Provided data:
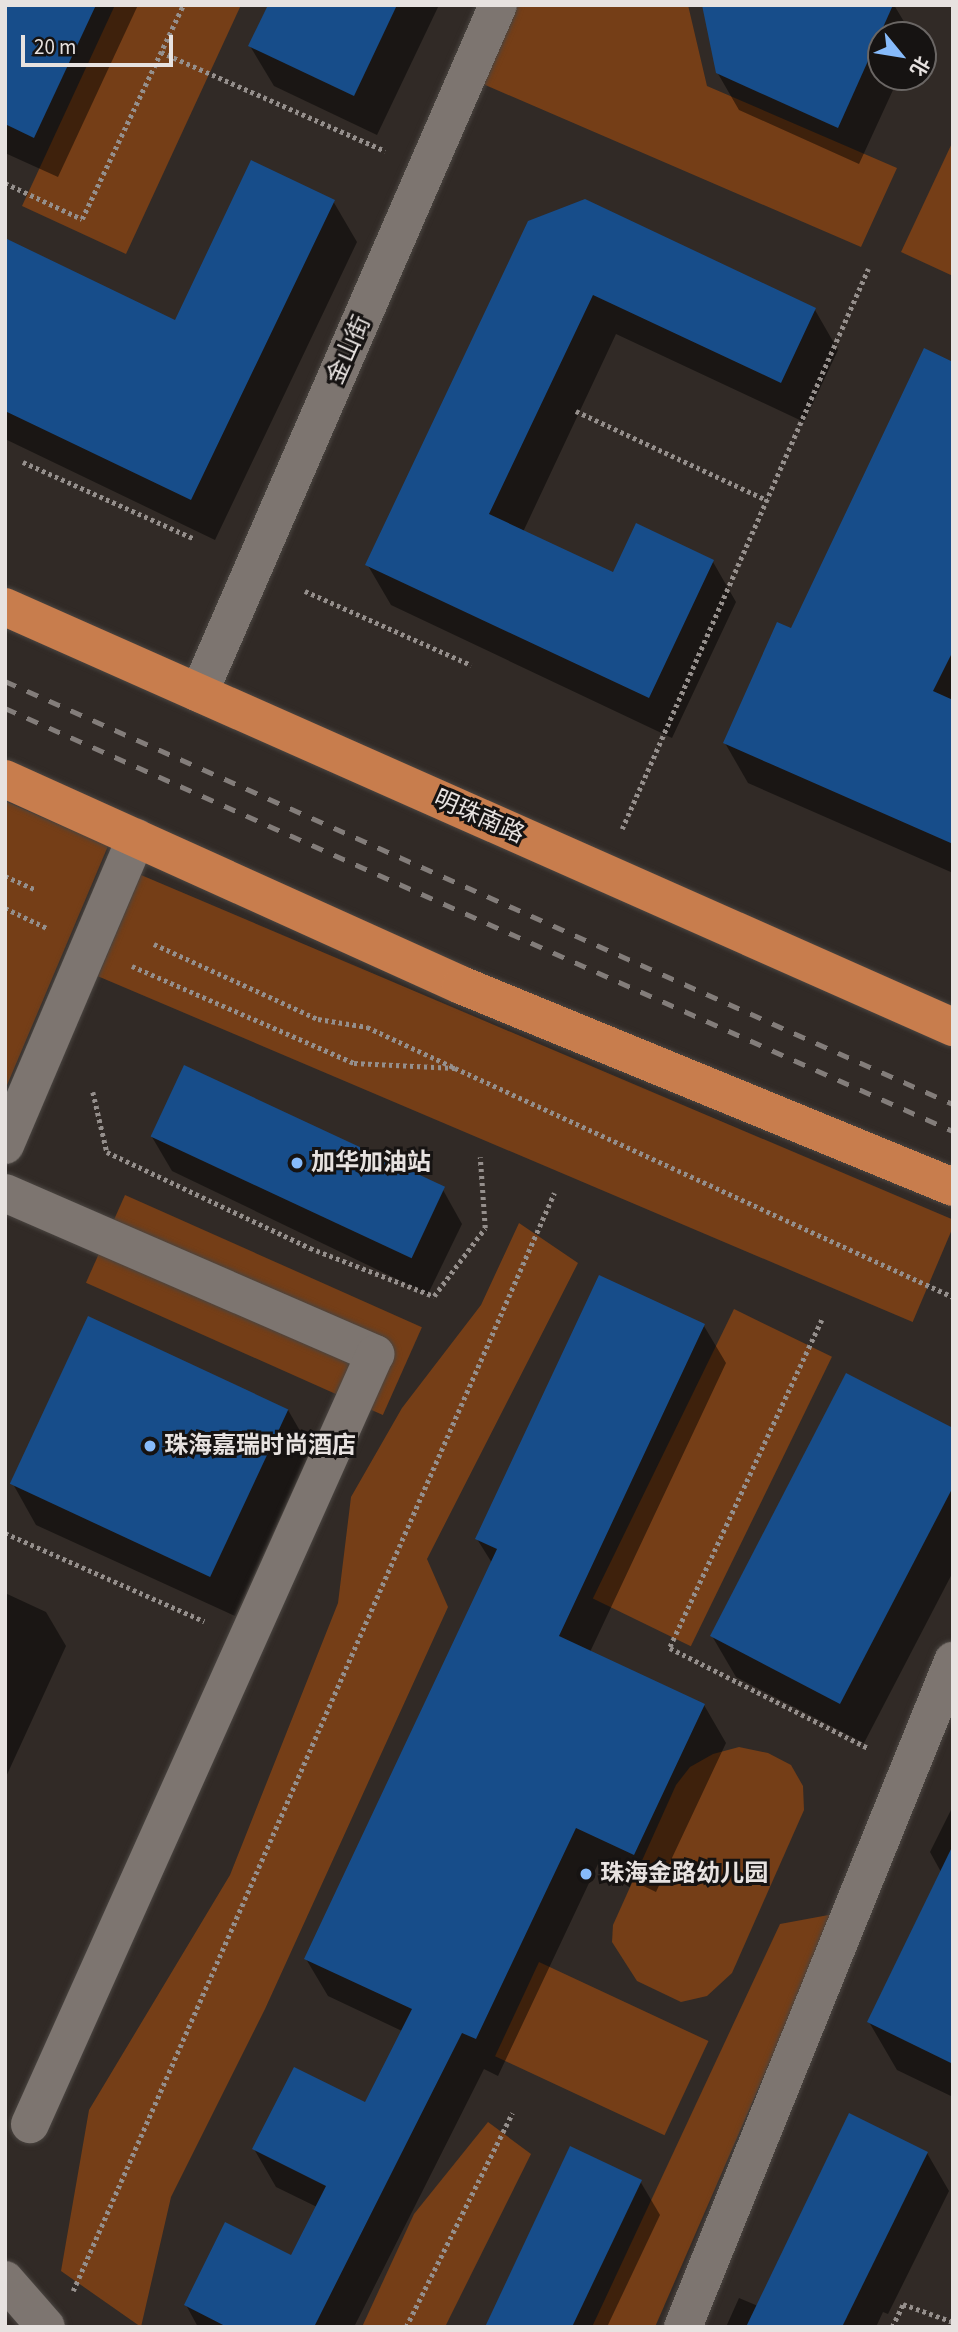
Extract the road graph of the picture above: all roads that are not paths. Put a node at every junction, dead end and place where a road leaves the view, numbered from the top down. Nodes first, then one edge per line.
1 (498, 5) edge
2 (5, 607) edge
3 (200, 694) junction
4 (5, 779) edge
5 (136, 838) junction
6 (953, 1027) edge
7 (5, 1145) edge
8 (953, 1187) edge
9 (5, 1193) edge
10 (953, 1661) edge
11 (30, 2124) dead end
12 (5, 2280) edge
13 (57, 2314) edge
14 (683, 2327) edge

1 - 3 street, 金山街
2 - 3 highway, 明珠南路
3 - 6 highway, 明珠南路
4 - 5 highway
5 - 7 street
5 - 8 highway
9 - 11 street
10 - 14 street
12 - 13 street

Problem description: Please write out the entire listing above exactly, but leave the pictures out.

Finished exercise:
Extract the road graph of the picture above: all roads that are not paths. Put a node at every junction, dead end and place where a road leaves the view, numbered from the top down. Nodes first, then one edge per line.
1 (498, 5) edge
2 (5, 607) edge
3 (200, 694) junction
4 (5, 779) edge
5 (136, 838) junction
6 (953, 1027) edge
7 (5, 1145) edge
8 (953, 1187) edge
9 (5, 1193) edge
10 (953, 1661) edge
11 (30, 2124) dead end
12 (5, 2280) edge
13 (57, 2314) edge
14 (683, 2327) edge

1 - 3 street, 金山街
2 - 3 highway, 明珠南路
3 - 6 highway, 明珠南路
4 - 5 highway
5 - 7 street
5 - 8 highway
9 - 11 street
10 - 14 street
12 - 13 street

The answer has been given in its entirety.